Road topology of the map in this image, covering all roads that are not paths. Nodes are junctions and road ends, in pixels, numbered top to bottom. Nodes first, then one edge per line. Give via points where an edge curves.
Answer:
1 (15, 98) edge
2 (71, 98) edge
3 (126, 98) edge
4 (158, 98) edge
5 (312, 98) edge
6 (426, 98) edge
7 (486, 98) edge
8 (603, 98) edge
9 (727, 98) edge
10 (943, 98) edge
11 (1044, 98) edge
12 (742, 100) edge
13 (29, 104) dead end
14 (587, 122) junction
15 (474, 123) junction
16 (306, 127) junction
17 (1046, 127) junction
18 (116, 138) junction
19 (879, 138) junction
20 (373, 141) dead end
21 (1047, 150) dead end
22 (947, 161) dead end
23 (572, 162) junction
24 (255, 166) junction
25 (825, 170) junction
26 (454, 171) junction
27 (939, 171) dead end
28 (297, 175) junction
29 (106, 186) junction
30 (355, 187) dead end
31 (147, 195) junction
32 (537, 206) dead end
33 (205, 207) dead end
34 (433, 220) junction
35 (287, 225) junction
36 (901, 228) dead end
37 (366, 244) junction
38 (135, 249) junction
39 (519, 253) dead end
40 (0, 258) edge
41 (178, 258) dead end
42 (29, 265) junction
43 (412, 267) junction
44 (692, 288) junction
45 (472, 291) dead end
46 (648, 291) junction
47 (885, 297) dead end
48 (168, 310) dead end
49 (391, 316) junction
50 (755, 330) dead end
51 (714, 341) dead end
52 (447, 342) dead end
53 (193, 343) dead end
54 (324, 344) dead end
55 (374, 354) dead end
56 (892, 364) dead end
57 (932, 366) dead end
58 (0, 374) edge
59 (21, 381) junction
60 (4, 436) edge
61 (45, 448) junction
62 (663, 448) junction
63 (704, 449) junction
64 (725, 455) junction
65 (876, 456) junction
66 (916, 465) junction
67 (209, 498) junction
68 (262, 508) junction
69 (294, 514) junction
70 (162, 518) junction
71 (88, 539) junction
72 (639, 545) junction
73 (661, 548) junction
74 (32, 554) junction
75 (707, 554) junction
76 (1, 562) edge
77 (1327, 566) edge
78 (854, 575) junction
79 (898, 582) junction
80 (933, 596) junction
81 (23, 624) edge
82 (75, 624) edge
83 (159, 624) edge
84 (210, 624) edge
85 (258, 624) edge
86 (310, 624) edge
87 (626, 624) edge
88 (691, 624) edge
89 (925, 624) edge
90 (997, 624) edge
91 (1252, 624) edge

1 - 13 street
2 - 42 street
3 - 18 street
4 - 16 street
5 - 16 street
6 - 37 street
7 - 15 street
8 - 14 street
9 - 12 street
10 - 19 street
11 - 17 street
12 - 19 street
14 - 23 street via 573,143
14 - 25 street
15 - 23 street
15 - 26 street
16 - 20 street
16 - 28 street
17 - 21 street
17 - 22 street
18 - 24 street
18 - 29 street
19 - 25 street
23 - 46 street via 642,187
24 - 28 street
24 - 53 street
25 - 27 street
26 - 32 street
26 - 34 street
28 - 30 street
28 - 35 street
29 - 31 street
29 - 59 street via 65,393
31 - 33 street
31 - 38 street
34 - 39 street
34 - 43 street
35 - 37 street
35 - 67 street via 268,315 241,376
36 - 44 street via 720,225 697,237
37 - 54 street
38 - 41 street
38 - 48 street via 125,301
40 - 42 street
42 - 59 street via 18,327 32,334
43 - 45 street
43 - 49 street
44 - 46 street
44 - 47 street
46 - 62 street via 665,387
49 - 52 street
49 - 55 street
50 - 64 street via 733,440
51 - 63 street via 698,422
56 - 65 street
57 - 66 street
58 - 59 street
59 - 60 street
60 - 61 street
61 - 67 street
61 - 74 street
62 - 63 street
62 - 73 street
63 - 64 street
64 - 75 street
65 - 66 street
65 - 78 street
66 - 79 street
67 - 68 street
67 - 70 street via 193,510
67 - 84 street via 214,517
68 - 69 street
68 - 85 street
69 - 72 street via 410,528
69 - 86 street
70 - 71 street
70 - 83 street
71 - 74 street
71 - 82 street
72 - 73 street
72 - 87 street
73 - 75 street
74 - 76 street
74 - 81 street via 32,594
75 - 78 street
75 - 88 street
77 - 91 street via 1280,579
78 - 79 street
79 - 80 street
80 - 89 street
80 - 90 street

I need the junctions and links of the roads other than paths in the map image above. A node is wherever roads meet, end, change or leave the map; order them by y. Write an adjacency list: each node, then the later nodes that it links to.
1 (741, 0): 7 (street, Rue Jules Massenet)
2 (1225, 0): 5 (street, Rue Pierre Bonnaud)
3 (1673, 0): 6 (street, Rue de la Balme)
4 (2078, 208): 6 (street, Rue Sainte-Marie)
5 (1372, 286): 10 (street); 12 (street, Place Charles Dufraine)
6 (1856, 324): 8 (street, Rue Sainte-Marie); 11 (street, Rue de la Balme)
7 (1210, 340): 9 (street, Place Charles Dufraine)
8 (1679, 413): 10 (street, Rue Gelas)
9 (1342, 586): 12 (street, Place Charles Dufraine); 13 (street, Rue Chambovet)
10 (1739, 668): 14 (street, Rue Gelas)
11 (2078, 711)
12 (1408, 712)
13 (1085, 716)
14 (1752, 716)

#### YOUR OBJECTIVE:
From the first line to the last, please write out the entries exactly.

#### ANSWER TO THE EXERCISE:
Road topology of the map in this image, covering all roads that are not paths. Nodes are junctions and road ends, in pixels, numbered top to bottom. Nodes first, then one edge per line. Give via points where an edge curves.
Answer:
1 (15, 98) edge
2 (71, 98) edge
3 (126, 98) edge
4 (158, 98) edge
5 (312, 98) edge
6 (426, 98) edge
7 (486, 98) edge
8 (603, 98) edge
9 (727, 98) edge
10 (943, 98) edge
11 (1044, 98) edge
12 (742, 100) edge
13 (29, 104) dead end
14 (587, 122) junction
15 (474, 123) junction
16 (306, 127) junction
17 (1046, 127) junction
18 (116, 138) junction
19 (879, 138) junction
20 (373, 141) dead end
21 (1047, 150) dead end
22 (947, 161) dead end
23 (572, 162) junction
24 (255, 166) junction
25 (825, 170) junction
26 (454, 171) junction
27 (939, 171) dead end
28 (297, 175) junction
29 (106, 186) junction
30 (355, 187) dead end
31 (147, 195) junction
32 (537, 206) dead end
33 (205, 207) dead end
34 (433, 220) junction
35 (287, 225) junction
36 (901, 228) dead end
37 (366, 244) junction
38 (135, 249) junction
39 (519, 253) dead end
40 (0, 258) edge
41 (178, 258) dead end
42 (29, 265) junction
43 (412, 267) junction
44 (692, 288) junction
45 (472, 291) dead end
46 (648, 291) junction
47 (885, 297) dead end
48 (168, 310) dead end
49 (391, 316) junction
50 (755, 330) dead end
51 (714, 341) dead end
52 (447, 342) dead end
53 (193, 343) dead end
54 (324, 344) dead end
55 (374, 354) dead end
56 (892, 364) dead end
57 (932, 366) dead end
58 (0, 374) edge
59 (21, 381) junction
60 (4, 436) edge
61 (45, 448) junction
62 (663, 448) junction
63 (704, 449) junction
64 (725, 455) junction
65 (876, 456) junction
66 (916, 465) junction
67 (209, 498) junction
68 (262, 508) junction
69 (294, 514) junction
70 (162, 518) junction
71 (88, 539) junction
72 (639, 545) junction
73 (661, 548) junction
74 (32, 554) junction
75 (707, 554) junction
76 (1, 562) edge
77 (1327, 566) edge
78 (854, 575) junction
79 (898, 582) junction
80 (933, 596) junction
81 (23, 624) edge
82 (75, 624) edge
83 (159, 624) edge
84 (210, 624) edge
85 (258, 624) edge
86 (310, 624) edge
87 (626, 624) edge
88 (691, 624) edge
89 (925, 624) edge
90 (997, 624) edge
91 (1252, 624) edge

1 - 13 street
2 - 42 street
3 - 18 street
4 - 16 street
5 - 16 street
6 - 37 street
7 - 15 street
8 - 14 street
9 - 12 street
10 - 19 street
11 - 17 street
12 - 19 street
14 - 23 street via 573,143
14 - 25 street
15 - 23 street
15 - 26 street
16 - 20 street
16 - 28 street
17 - 21 street
17 - 22 street
18 - 24 street
18 - 29 street
19 - 25 street
23 - 46 street via 642,187
24 - 28 street
24 - 53 street
25 - 27 street
26 - 32 street
26 - 34 street
28 - 30 street
28 - 35 street
29 - 31 street
29 - 59 street via 65,393
31 - 33 street
31 - 38 street
34 - 39 street
34 - 43 street
35 - 37 street
35 - 67 street via 268,315 241,376
36 - 44 street via 720,225 697,237
37 - 54 street
38 - 41 street
38 - 48 street via 125,301
40 - 42 street
42 - 59 street via 18,327 32,334
43 - 45 street
43 - 49 street
44 - 46 street
44 - 47 street
46 - 62 street via 665,387
49 - 52 street
49 - 55 street
50 - 64 street via 733,440
51 - 63 street via 698,422
56 - 65 street
57 - 66 street
58 - 59 street
59 - 60 street
60 - 61 street
61 - 67 street
61 - 74 street
62 - 63 street
62 - 73 street
63 - 64 street
64 - 75 street
65 - 66 street
65 - 78 street
66 - 79 street
67 - 68 street
67 - 70 street via 193,510
67 - 84 street via 214,517
68 - 69 street
68 - 85 street
69 - 72 street via 410,528
69 - 86 street
70 - 71 street
70 - 83 street
71 - 74 street
71 - 82 street
72 - 73 street
72 - 87 street
73 - 75 street
74 - 76 street
74 - 81 street via 32,594
75 - 78 street
75 - 88 street
77 - 91 street via 1280,579
78 - 79 street
79 - 80 street
80 - 89 street
80 - 90 street

I need the junctions and links of the roads other than paths in the map image above. A node is wherever roads meet, end, change or leave the map; order them by y. Write an adjacency list: each node, then the later nodes that it links to.
1 (741, 0): 7 (street, Rue Jules Massenet)
2 (1225, 0): 5 (street, Rue Pierre Bonnaud)
3 (1673, 0): 6 (street, Rue de la Balme)
4 (2078, 208): 6 (street, Rue Sainte-Marie)
5 (1372, 286): 10 (street); 12 (street, Place Charles Dufraine)
6 (1856, 324): 8 (street, Rue Sainte-Marie); 11 (street, Rue de la Balme)
7 (1210, 340): 9 (street, Place Charles Dufraine)
8 (1679, 413): 10 (street, Rue Gelas)
9 (1342, 586): 12 (street, Place Charles Dufraine); 13 (street, Rue Chambovet)
10 (1739, 668): 14 (street, Rue Gelas)
11 (2078, 711)
12 (1408, 712)
13 (1085, 716)
14 (1752, 716)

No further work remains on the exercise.